→ **What the task asks**: Using the records below, output the stretch that opens with the line containing "position:relative; flex:none; width:790px;" and closes with the line containing "fill:none; stroke-linecap:round; stroke-linejoin:round", exactly and including both lines, with nothing more.
┌─ Records to process
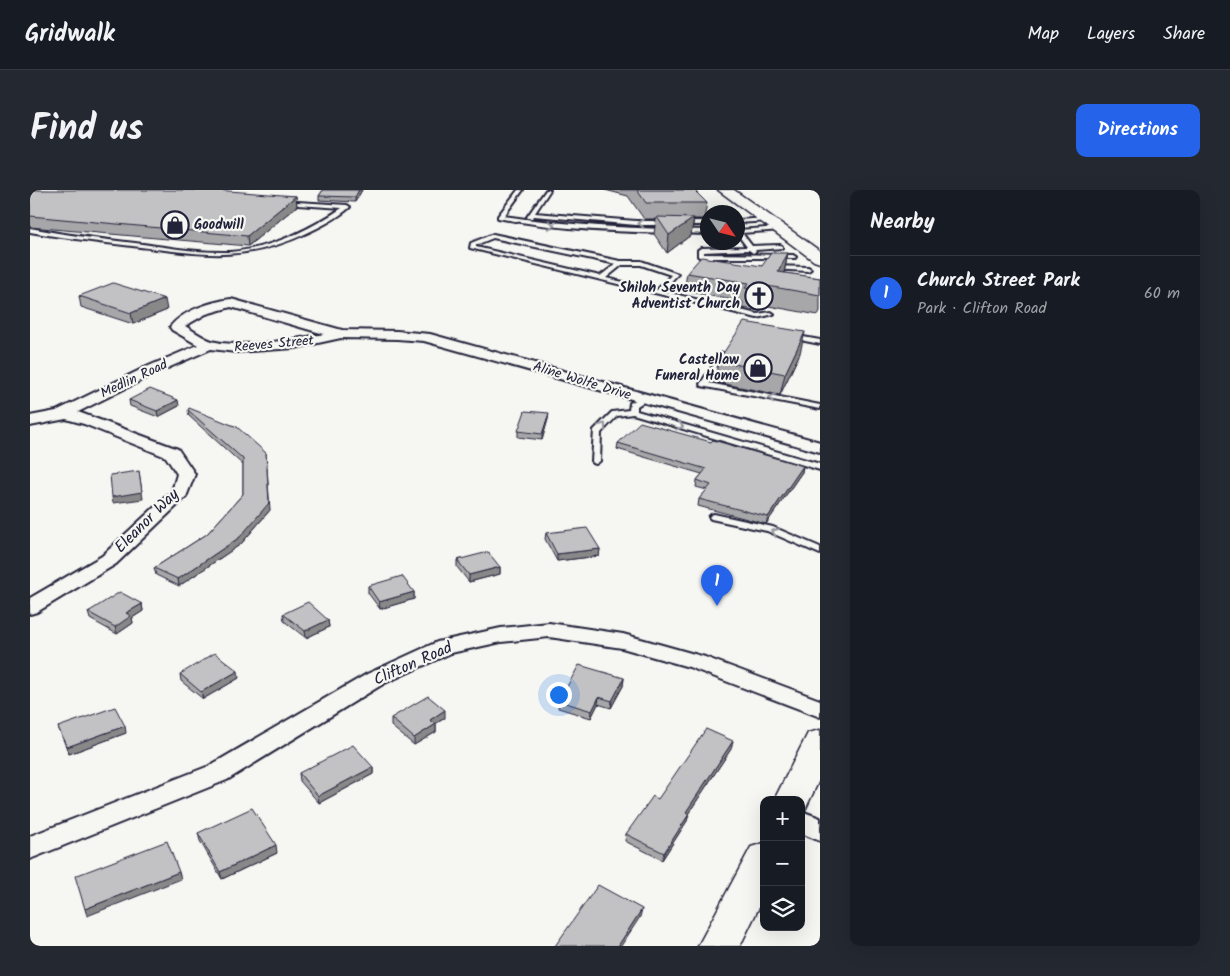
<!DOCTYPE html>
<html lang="en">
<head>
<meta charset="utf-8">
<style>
	body { margin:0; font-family:Kalam,sans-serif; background:#242831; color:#f1f3f6 }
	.controls { position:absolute; right:15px; bottom:15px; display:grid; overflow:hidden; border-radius:10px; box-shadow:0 5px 20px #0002 }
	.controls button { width:45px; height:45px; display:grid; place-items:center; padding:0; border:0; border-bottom:1px solid #363941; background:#171b24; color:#f1f3f6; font:25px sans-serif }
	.compass { position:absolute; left:670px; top:15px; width:45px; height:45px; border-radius:50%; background:#171b24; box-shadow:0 5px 20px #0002; rotate:125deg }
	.you { position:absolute; left:528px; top:504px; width:18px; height:18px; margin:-12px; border:4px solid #fff; border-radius:50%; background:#1a73e8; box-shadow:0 0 0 8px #1a73e833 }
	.badge { display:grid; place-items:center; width:32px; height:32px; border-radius:50%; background:#2563eb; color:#fff; font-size:16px; font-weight:700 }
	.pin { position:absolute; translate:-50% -41px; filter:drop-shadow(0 1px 2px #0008) }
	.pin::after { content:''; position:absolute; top:26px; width:18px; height:15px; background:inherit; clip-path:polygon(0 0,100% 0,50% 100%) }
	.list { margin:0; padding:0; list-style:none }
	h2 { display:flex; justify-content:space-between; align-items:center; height:65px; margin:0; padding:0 20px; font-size:21px }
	h2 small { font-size:16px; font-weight:400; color:#9ea1a6 }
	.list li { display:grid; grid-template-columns:32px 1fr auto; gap:15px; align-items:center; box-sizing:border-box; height:75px; padding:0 20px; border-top:1px solid #363941 }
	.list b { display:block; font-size:19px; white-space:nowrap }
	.list p { margin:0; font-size:16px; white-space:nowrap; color:#9ea1a6 }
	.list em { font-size:16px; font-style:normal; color:#9ea1a6 }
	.icon { flex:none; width:28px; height:28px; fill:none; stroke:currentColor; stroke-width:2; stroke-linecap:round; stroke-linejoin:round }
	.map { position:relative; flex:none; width:790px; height:756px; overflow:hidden; border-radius:10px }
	header { display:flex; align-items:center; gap:30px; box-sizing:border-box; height:70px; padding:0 25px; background:#171b24; border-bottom:1px solid #363941 }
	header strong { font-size:24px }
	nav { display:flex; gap:28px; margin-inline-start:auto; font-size:18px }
	.intro { display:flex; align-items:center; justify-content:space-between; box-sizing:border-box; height:120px; padding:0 30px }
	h1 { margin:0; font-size:35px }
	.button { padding:12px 22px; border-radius:10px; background:#2563eb; color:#fff; font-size:18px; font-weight:700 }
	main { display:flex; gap:30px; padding:0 30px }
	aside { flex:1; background:#171b24; border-radius:10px; box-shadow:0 5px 20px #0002 }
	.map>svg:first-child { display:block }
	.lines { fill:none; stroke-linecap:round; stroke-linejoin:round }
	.lane-casing { stroke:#22223b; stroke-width:4 }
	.street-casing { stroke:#22223b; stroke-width:4 }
	.secondary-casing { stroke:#22223b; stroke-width:3 }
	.lane { fill:#f6f6f2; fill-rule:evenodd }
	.street { fill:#f6f6f2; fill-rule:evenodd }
	.secondary { fill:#f6f6f2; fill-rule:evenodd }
	.wall { fill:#a7a7a9; stroke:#22223b }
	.shaded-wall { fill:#888889; stroke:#22223b }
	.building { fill:#c2c2c4; stroke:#22223b }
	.oneway { stroke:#9797a0 }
	.labels { text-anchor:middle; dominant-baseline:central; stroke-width:4.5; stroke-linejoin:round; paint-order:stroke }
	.far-poi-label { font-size:14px; font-weight:bold; fill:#22223b; stroke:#f6f6f2; text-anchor:end }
	.far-street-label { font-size:14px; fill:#22223b; stroke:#f6f6f2 }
	.street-label { font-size:16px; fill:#22223b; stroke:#f6f6f2 }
</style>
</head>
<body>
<header>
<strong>Gridwalk</strong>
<nav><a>Map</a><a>Layers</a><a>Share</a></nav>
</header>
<div class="intro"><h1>Find us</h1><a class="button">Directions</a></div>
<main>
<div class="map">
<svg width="790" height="756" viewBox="0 0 790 756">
	<rect width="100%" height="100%" fill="#f6f6f2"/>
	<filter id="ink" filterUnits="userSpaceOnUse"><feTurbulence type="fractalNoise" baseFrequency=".02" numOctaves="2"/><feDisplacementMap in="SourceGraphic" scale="10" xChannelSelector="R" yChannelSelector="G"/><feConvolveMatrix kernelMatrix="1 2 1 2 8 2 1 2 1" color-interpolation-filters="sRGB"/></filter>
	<g filter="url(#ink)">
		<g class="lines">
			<g class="lane-casing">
				<path id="lane" d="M488,0H493L474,26C541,36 609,39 678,40V44C608,42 537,42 468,28V26Z
					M516,0H520L505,23L606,31H678V35H606L504,26L502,28H498L497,27Z
					M251,11L317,15L320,17C308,28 292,36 277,43C211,74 171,64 102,56C68,52 34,48 0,42V38C35,45 70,49 105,53C136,57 168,63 200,62C240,59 279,40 312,18L253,14Z
					M737,28L740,30L739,31L708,33V30Z
					M749,37L751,38V40L712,43L722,56L750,55L752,56V58L725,60L726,61L723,63L719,60L674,62V64L763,65L766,67L765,68H671L668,66V60L671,58L717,57L708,45V40Z
					M463,44L590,71H611L648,84L632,101L727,124L741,122L744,124L727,128L440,58L441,53ZM463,48L586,74L570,86L446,57V55ZM592,75H611L641,85L627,100L576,88Z
					M742,76L778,77L781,79L778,81L740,79L739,78Z
					M762,145L790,150V154L760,148V146Z
					M692,163L699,165L679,193L790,215V219L671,196L670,194Z
					M611,207H617L618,209L607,216V221L790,274V280L603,224L587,226L571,243L570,271L566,274L563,273L562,271L564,240L582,222L599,220L600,213Z
					M684,324L743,337L790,357V364L737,341L681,329L679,327L681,325Z"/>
			</g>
			<g class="street-casing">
				<path id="street" d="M201,109L312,140L367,141L400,144L790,252V262L394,151L367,149L311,148L265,158L206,162L181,159L124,184L48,222L148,259L165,284L156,307L86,374L7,422L0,424V408L72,366L142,301L147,284L136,267L54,234L36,229L0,236V226L26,221L114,178L168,155L142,140L140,137C153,120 181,112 201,109ZM201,117L294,144C268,149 208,159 182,151C173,148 164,141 155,136L176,124Z
					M519,433L593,444L675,467L790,510V527L659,477L592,458L519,447L471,452L421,463L353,494L197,590L0,669V646L179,576L337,484L407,452L471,438Z
					M771,621L790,628V651L771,643Z"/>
			</g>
			<g class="secondary-casing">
				<path id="secondary" d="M688,0H704L790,61V73L784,71Z
					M790,540V588L775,620L771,621V610H744L778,543Z
					M734,653V707L710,756H668L721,657Z"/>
			</g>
			<use href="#lane" class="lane"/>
			<use href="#street" class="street"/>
			<use href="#secondary" class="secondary"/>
		</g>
		<path class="wall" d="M0,0L266,6L267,16L218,56L0,37Z
			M293,0H332L325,12L289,10V6Z
			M575,0H664L677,13L674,29H664L661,45L637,63L624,44L626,29H614L598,6Z
			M758,63L754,83L790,88V121L788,125L733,115L730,121L712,118L713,112L654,101L657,83L732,76Z
			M49,106L137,120L103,134L51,117Z
			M770,163L750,205L685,192L688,171Z
			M99,210L149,216L128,227L100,216Z
			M158,220L207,237L240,320L211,354L149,396L126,385L124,378L177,344L213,304V275L159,226Z
			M519,223L518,229L512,250L488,247V241Z
			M681,252L773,276L772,282L736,334L668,316L669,309L677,300L666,297L667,290L672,284L587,259L588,253Z
			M516,343L570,359L569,366L527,371L515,349Z
			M427,370L470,377V384L439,392L427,377Z
			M338,396L384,402V409L350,419L338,403Z
			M112,414L113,421L102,428L103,433L87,444L60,429L58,422Z
			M253,424L298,430L299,437L276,448L254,431Z
			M150,484L209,488L173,509L151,491Z
			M594,488L593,496L581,518L568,514L561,528L528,518L529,511Z
			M361,528H415L405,534H406V542L384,555L361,536Z
			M28,537L96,543L39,564Z
			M701,559L658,624H659L657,631L632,670L595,651L596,644L628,609Z
			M343,577V584L289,613L270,591L269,583Z
			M168,643L247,663L192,689L170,651Z"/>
		<path class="shaded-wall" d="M329,0H332L325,12V7Z
			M266,6L267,16L218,56L217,46Z
			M664,28L661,45L637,63L639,45Z
			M758,63L754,82L746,98L748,82Z
			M737,96L733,115L730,121L734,101Z
			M135,109L137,120L103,134L101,123Z
			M775,142L770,163L750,205L755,184Z
			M148,210L149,216L128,227L127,221Z
			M519,223L518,229L512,250V244Z
			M236,263L240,320L211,354L149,396L148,389L210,347Z
			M773,276L772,282L736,334L738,327Z
			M109,281L113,309L83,313L82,307Z
			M570,359L569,366L527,371V364Z
			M470,377V384L439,392V385Z
			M384,402V409L350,419L349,412Z
			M112,414L113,421L102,428L103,433L87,444L85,437L96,423Z
			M298,430L299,437L276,448L275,441Z
			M208,481L209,488L173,509L171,502Z
			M594,488L593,496L581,518L582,511Z
			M569,507L568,514L561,528L562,521Z
			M415,520V528L400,537V530Z
			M406,534V542L384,555V548Z
			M95,536L96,543L39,564L37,557Z
			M703,551L701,559L654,630L656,622Z
			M343,577V584L289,613L288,606Z
			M659,624L657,631L632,670L634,663Z
			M246,655L247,663L192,689L190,682Z
			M149,682L151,689L57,726L55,719Z
			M612,719L610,727L591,756H588Z"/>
		<path class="building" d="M0,0H185L266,6L217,46L0,26Z
			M293,0H329L325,7L289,6Z
			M607,0H664L677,13H616Z
			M627,27L664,28L639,45Z
			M741,63H758L748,82L790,88V105L737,96L734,101L715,98L719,93L657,83L671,67L732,76Z
			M83,93L135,109L101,123L49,106Z
			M714,132L775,142L755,184L688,171Z
			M120,199L148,210L127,221L99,210Z
			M159,218L207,237L236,263L239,313L210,347L148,389L124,378L177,344L213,304V269L158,220Z
			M495,221L519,223L512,244L488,241Z
			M610,232L681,252L683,250L773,276L738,327L669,309L681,295L667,290L676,279L588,253Z
			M109,281L112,302L82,307L80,285Z
			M557,338L570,359L527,364L516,343Z
			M458,362L470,377L439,385L427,370Z
			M372,386L384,402L349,412L338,396Z
			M90,402L112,414L96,423L101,426L85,437L58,422Z
			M278,412L298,430L275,441L253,424Z
			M185,463L208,481L171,502L150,484Z
			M549,475L594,488L582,511L569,507L562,521L529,511Z
			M398,506L415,520L400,530L406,534L384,548L361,528Z
			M85,517L95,536L37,557L28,537Z
			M676,539L703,551L656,622L659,624L634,663L596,644L623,606L628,609Z
			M323,555L343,577L288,606L269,583Z
			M222,618L246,655L190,682L168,643Z
			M137,651L149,682L55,719L45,686Z
			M568,695L612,719L588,756H525Z"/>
		<defs><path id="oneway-chevron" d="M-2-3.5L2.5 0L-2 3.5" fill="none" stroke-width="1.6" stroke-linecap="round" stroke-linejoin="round" transform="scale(1.25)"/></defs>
		<g class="oneway">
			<use href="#oneway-chevron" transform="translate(611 33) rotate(-177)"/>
			<use href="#oneway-chevron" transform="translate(521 35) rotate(6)"/>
			<use href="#oneway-chevron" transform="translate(742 208) rotate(-169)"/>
			<use href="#oneway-chevron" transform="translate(573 236) rotate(-53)"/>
			<use href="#oneway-chevron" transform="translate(650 236) rotate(16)"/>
			<use href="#oneway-chevron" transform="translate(745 342) rotate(-158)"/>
		</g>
	</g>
	<defs>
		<g id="shop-ring" transform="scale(1.4375)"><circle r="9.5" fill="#f6f6f2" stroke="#22223b" stroke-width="1.5"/><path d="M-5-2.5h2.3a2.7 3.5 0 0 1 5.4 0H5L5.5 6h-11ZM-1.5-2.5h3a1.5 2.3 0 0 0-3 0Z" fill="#22223b"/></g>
		<g id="church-ring" transform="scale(1.4375)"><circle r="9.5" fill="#f6f6f2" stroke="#22223b" stroke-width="1.5"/><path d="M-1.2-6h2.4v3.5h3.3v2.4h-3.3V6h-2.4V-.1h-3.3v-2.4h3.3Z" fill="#22223b"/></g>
	</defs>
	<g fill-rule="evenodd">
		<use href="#shop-ring" x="145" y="35"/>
		<use href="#church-ring" x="729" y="106"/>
		<use href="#shop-ring" x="728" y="178"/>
	</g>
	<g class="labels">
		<g class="far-poi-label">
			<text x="164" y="35" text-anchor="start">Goodwill</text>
			<text x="710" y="98">Shiloh Seventh Day<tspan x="710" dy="16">Adventist Church</tspan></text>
			<text x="709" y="170">Castellaw<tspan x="709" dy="16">Funeral Home</tspan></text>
		</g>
		<g class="far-street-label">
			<text transform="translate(244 154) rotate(-5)">Reeves Street</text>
			<text transform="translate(104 189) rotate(-25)">Medlin Road</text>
			<text transform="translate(552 191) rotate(17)">Aline Wolfe Drive</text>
		</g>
		<g class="street-label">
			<text transform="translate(117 331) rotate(-45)">Eleanor Way</text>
			<text transform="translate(383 474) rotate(-24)">Clifton Road</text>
		</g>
	</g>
</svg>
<div class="controls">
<button>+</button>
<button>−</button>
<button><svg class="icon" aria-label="layers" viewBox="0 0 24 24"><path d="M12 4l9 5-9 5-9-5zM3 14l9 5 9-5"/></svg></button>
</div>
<svg class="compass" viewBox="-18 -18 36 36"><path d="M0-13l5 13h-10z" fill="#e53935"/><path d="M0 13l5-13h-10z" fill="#9ea1a6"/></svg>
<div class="you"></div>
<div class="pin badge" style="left:687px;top:416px">1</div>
</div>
<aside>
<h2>Nearby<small></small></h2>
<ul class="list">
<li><span class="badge">1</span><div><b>Church Street Park</b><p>Park · Clifton Road</p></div><em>60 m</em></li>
</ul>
</aside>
</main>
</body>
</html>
└─
→ **Finished task**:
	.map { position:relative; flex:none; width:790px; height:756px; overflow:hidden; border-radius:10px }
	header { display:flex; align-items:center; gap:30px; box-sizing:border-box; height:70px; padding:0 25px; background:#171b24; border-bottom:1px solid #363941 }
	header strong { font-size:24px }
	nav { display:flex; gap:28px; margin-inline-start:auto; font-size:18px }
	.intro { display:flex; align-items:center; justify-content:space-between; box-sizing:border-box; height:120px; padding:0 30px }
	h1 { margin:0; font-size:35px }
	.button { padding:12px 22px; border-radius:10px; background:#2563eb; color:#fff; font-size:18px; font-weight:700 }
	main { display:flex; gap:30px; padding:0 30px }
	aside { flex:1; background:#171b24; border-radius:10px; box-shadow:0 5px 20px #0002 }
	.map>svg:first-child { display:block }
	.lines { fill:none; stroke-linecap:round; stroke-linejoin:round }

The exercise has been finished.